En effet, la renonciation, en droit, ne se présume pas, elle doit se matérialiser par un acte qui exprime clairement la volonté de l’acheteur de ne pas user de la faculté qui lui est offerte.

 

Toutefois, si l’acheteur ne souhaite pas y renoncer, il conviendra d’attendra la fin du délai à compter du 24 juin 2020.

 

 

b) Les délais non suspendus :

 

Ainsi qu’il a été indiqué précédemment, les délais suspendus sont ceux qui entraînent des conséquences juridiques telles que « nullité, sanction, caducité, forclusion, prescription, inopposabilité… ».

 

En revanche, les autres délais tels que les délais de réalisation des conditions suspensives (on pense notamment à celle afférente à l’obtention du prêt par l’acquéreur) ne sont pas visés par l’ordonnance.

 

Sachant que le dépassement du délai de réalisation de la condition suspensive entraîne la caducité de la promesse, il est extrêmement important de veiller à reporter ce délai.

 

Par conséquent, pour les compromis déjà signés, les parties veilleront à régulariser un avenant à la promesse afin de proroger le délai de réalisation de la condition suspensive à l’issue de la période de crise sanitaire.

 

 

Vous l’aurez compris, l’état d’urgence ne signifie pas que les avant-contrats ont perdu leur efficacité juridique.
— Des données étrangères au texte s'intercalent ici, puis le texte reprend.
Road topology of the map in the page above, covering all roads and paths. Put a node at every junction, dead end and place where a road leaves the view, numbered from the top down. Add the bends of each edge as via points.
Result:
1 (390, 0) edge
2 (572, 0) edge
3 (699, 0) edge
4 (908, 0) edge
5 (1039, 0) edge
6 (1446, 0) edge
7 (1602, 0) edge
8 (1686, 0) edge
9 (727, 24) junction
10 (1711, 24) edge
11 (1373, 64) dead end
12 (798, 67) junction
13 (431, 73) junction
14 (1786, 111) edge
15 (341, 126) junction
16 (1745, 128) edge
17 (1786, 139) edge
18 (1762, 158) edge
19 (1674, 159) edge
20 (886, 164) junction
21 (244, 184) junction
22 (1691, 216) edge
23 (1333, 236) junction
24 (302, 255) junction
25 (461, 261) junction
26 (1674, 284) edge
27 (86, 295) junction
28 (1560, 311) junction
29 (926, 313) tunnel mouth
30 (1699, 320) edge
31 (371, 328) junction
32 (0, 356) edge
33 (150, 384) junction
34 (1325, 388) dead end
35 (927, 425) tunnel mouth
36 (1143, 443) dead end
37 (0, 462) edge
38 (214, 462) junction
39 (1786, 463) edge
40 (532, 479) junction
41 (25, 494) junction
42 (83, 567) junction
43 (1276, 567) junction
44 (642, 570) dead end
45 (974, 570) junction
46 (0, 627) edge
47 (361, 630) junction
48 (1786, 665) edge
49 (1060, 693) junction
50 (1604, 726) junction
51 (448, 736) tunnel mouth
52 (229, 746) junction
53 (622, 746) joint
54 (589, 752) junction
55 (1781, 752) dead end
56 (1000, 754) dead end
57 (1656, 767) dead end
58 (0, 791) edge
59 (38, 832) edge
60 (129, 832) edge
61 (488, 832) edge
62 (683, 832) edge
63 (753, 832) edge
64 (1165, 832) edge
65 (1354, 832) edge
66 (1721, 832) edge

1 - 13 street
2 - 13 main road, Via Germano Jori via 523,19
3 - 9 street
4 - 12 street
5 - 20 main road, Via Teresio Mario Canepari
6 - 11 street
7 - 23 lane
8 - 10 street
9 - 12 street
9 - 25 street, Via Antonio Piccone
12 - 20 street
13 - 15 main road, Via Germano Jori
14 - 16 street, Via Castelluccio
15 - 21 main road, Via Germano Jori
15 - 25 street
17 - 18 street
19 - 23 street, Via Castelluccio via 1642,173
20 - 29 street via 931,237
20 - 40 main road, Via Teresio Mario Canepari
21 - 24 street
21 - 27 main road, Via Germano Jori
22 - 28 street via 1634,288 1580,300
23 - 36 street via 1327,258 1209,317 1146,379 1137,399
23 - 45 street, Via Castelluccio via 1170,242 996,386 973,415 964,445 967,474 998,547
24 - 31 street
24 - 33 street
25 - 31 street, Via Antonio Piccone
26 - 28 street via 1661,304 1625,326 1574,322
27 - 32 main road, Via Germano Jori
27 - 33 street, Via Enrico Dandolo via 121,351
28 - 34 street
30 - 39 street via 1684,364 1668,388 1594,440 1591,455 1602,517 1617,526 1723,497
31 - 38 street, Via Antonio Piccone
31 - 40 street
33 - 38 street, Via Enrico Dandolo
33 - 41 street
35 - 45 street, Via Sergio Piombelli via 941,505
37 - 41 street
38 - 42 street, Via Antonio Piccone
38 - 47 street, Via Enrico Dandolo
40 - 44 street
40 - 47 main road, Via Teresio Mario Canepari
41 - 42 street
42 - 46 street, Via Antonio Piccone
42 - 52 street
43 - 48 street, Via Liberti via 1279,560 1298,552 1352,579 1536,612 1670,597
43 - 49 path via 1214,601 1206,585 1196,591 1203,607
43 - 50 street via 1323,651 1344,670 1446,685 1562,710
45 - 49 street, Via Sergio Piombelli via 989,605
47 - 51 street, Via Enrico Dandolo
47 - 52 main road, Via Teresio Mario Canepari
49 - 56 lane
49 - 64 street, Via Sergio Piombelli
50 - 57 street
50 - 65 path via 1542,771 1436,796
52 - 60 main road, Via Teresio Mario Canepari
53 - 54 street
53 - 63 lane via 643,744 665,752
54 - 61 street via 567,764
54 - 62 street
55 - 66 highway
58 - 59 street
Si certains pourront « profiter » du contexte pour reporter l’expiration du délai de rétractation, ce ne sera qu’à la condition que ce délai expire entre le 12 mars et le 24 juin 2020 (sous réserve que l’état d’urgence ne soit pas prorogé).

En revanche, afin d’éviter la caducité de la promesse de vente, acheteurs et vendeurs auront tout intérêt à faire régulariser un avenant afin de reporter le délai de réalisation des conditions suspensives.